Collected data:
● ● ● ● ●
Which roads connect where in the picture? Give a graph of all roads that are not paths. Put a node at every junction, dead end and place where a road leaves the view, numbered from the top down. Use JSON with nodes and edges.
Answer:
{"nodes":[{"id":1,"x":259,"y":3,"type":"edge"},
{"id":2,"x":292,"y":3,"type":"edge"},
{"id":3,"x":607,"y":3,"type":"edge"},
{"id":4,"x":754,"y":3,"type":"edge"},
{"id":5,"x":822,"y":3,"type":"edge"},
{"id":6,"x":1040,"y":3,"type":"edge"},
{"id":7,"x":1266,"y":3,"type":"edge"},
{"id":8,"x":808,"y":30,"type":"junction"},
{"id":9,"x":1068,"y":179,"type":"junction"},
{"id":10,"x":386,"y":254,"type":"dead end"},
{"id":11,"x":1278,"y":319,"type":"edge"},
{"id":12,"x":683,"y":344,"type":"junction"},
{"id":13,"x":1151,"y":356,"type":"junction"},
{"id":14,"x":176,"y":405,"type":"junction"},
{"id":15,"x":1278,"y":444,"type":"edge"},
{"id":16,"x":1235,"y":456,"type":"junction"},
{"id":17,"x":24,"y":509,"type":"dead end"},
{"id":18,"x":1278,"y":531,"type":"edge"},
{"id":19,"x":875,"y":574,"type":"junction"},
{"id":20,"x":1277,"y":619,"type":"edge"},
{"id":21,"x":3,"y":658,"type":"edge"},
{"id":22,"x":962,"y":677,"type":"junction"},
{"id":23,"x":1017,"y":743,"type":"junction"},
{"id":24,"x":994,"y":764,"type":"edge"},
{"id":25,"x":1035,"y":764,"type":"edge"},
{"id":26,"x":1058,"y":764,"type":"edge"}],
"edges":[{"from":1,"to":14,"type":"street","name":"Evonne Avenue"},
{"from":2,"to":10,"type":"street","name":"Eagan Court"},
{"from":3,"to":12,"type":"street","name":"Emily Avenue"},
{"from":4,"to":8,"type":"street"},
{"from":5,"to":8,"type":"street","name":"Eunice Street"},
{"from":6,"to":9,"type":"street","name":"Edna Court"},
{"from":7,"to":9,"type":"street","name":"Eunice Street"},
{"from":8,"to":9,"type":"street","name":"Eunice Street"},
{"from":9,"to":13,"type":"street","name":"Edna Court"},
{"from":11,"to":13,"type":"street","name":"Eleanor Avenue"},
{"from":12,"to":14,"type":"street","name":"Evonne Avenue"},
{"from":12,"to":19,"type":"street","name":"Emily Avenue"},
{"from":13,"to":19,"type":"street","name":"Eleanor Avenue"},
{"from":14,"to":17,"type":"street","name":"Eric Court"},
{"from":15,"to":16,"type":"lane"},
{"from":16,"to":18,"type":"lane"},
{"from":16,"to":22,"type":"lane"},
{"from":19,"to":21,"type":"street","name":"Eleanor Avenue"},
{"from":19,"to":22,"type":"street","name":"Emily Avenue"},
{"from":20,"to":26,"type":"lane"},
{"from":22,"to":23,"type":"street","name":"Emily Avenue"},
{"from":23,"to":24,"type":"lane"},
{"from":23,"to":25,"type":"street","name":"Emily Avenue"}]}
● ● ● ● ●
**Description of the task**
Work through the records above. Copy every line with the string "Edna".

**The completed task**
{"from":6,"to":9,"type":"street","name":"Edna Court"},
{"from":9,"to":13,"type":"street","name":"Edna Court"},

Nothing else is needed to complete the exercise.